After the purchase of a ZTR mower a year ago I was trying to eliminate all push-mowing, weed-whacking, etc. Henceforth I was pushing my mower-deck closer and closer around the tree-trunks on my property. Well, like an idiot I've been scuffing the bark either with the deck or with the wheels. The other problem is that I've been putting a lot of weight on the surface roots of the trees, with the drive-wheels grappling for purchase between exposed roots and the turf.

Now that the damage is done, I have started to stay away from the trees again to prohibit further destruction.

Questions:
I know that it can take years for the tree to die, how can one estimate the damage done to trees?

What are some measures one can implement to aid the tree in 'healing' itself?

Any ideas and suggestions will be welcomed.
The trees include Cherry, Maple, Oak, Elm and some softwoods with a trunk-diameter from about 20" to 30".

Thank you

HOWARD JONES
06-19-2002, 04:49 PM
I would recommend trying ARBORISTSITE.com

lawnstudent
06-19-2002, 09:52 PM
Under the bark of the tree is the cambium. The cambium is used by the tree to channel nutrients between the leaves and the roots. Every time you nick the tree base you remove bark and the cambium. Do this all the way around the trunk and you have girdled the tree. The more the cambium is removed the more you restrict the movement of nutrients between the leaves and the roots. Trees survive with a 1/3, a 1/2 or even 3/4 of the cambium destroyed, but you put the tree an risk. You restrict the trees growth. This is an open wound that can be an entry for disease or pests. Over time with enough damage to the cambium you can kill the tree. Best thing to do is mulch around the base of a tree so you do not risk further damage to the tree.

jim

LawnLad
06-20-2002, 08:48 AM
At my house I spray a 2" to 3" band of Round-Up around the trunk and root flares of the trees. From 15' away you can' see it. My customers wouldn't tolerate me doing this to save time on line trimming, but at my house I can get away with it.

Catcher
06-20-2002, 10:15 AM
Thanks to all,

yes - I have sprayed ~20" with roundup to give me some clearance.
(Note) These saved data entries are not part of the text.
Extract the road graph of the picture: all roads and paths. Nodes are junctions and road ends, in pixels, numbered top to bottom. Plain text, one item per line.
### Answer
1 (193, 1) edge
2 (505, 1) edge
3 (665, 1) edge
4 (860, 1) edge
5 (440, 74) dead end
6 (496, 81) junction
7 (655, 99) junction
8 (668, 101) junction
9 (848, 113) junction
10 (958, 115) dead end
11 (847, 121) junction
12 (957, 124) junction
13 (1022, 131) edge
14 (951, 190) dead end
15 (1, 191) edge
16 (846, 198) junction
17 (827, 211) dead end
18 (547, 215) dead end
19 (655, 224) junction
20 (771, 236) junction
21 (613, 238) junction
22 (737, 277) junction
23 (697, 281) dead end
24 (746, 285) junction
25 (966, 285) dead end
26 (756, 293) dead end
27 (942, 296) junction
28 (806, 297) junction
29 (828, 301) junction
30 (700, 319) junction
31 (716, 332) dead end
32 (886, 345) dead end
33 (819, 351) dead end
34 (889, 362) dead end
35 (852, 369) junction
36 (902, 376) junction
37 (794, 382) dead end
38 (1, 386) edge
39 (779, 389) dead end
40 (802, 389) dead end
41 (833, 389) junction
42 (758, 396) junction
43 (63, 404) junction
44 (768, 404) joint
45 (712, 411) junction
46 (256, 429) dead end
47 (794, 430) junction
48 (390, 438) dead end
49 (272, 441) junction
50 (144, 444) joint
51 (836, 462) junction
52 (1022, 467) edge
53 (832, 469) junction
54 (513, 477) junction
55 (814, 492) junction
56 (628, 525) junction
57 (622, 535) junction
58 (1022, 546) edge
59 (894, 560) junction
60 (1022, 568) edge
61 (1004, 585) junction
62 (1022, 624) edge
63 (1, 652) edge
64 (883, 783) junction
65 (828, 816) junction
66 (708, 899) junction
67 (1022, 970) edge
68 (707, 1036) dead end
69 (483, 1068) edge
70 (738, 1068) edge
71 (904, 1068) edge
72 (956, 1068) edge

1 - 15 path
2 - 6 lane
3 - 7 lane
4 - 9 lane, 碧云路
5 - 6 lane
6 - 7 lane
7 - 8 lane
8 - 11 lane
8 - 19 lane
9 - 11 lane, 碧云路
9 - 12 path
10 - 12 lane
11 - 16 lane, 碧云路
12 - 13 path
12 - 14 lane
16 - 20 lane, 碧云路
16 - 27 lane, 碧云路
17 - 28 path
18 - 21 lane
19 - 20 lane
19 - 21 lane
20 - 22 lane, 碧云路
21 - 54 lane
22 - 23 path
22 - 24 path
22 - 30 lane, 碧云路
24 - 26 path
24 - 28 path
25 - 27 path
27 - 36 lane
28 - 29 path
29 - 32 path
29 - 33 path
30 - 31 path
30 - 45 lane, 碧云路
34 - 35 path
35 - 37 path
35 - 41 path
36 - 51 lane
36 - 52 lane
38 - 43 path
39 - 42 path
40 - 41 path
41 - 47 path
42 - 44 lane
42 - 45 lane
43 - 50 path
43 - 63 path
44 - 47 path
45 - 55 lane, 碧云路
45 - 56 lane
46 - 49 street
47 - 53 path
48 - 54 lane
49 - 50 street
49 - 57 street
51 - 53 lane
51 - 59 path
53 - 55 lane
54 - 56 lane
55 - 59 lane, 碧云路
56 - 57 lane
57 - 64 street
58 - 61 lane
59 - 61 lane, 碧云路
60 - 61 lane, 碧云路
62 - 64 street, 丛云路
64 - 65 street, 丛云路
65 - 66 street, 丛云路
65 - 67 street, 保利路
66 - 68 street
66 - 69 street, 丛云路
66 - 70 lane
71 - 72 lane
I am thinking of installing a 4' - 5' circle of pea-gravel around each base, to keep it easy to maintain (open to suggestions).
That still leaves the problem with the surface roots. I'll probably haul some topsoil in to dress those areas as well.
I guess my biggest fear/ worry is that these trees will die slowly over the course of the next few years. The actual damage around the trunk is not that bad, I have one or two trees where the corner of the deck took a good chunk of bark out, the rest of them have slight 'rubmarks' which I don't deem too bad. A lot of damage was done to the surface roots, mainly from having the drive-wheels 'chewing' on them over the course of a year or so.
Should I dress any damaged areas with tree-tar or do anything else to the trees to avoid infection and promote healing?
Thanks again to all.
Any ideas and suggestions on this and also on care-free borders for around the tree-trunk are welcomed.

lawnstudent
06-20-2002, 10:09 PM
I've not completed my hort degree yet, but the prevailing view is not to use tree tar or tree heal products any more. Let the tree naturally heal.

The pea gravel may not supress the weeds. I prefer mulch to pea gravel.

There are a lot of roots under a tree. You probably damaged two or three surface roots? I'd not worry too much about the roots. Its the trunk girdling that's the big problem. Damage the cambium and it's permanent. Sounds like you have not done significant damage to the cambium. Tree should survive. Your biggest risk is disease or bugs entering these wounds. Your doing the right thing with roundup and some kind of mulch. Good luck. Way to grow.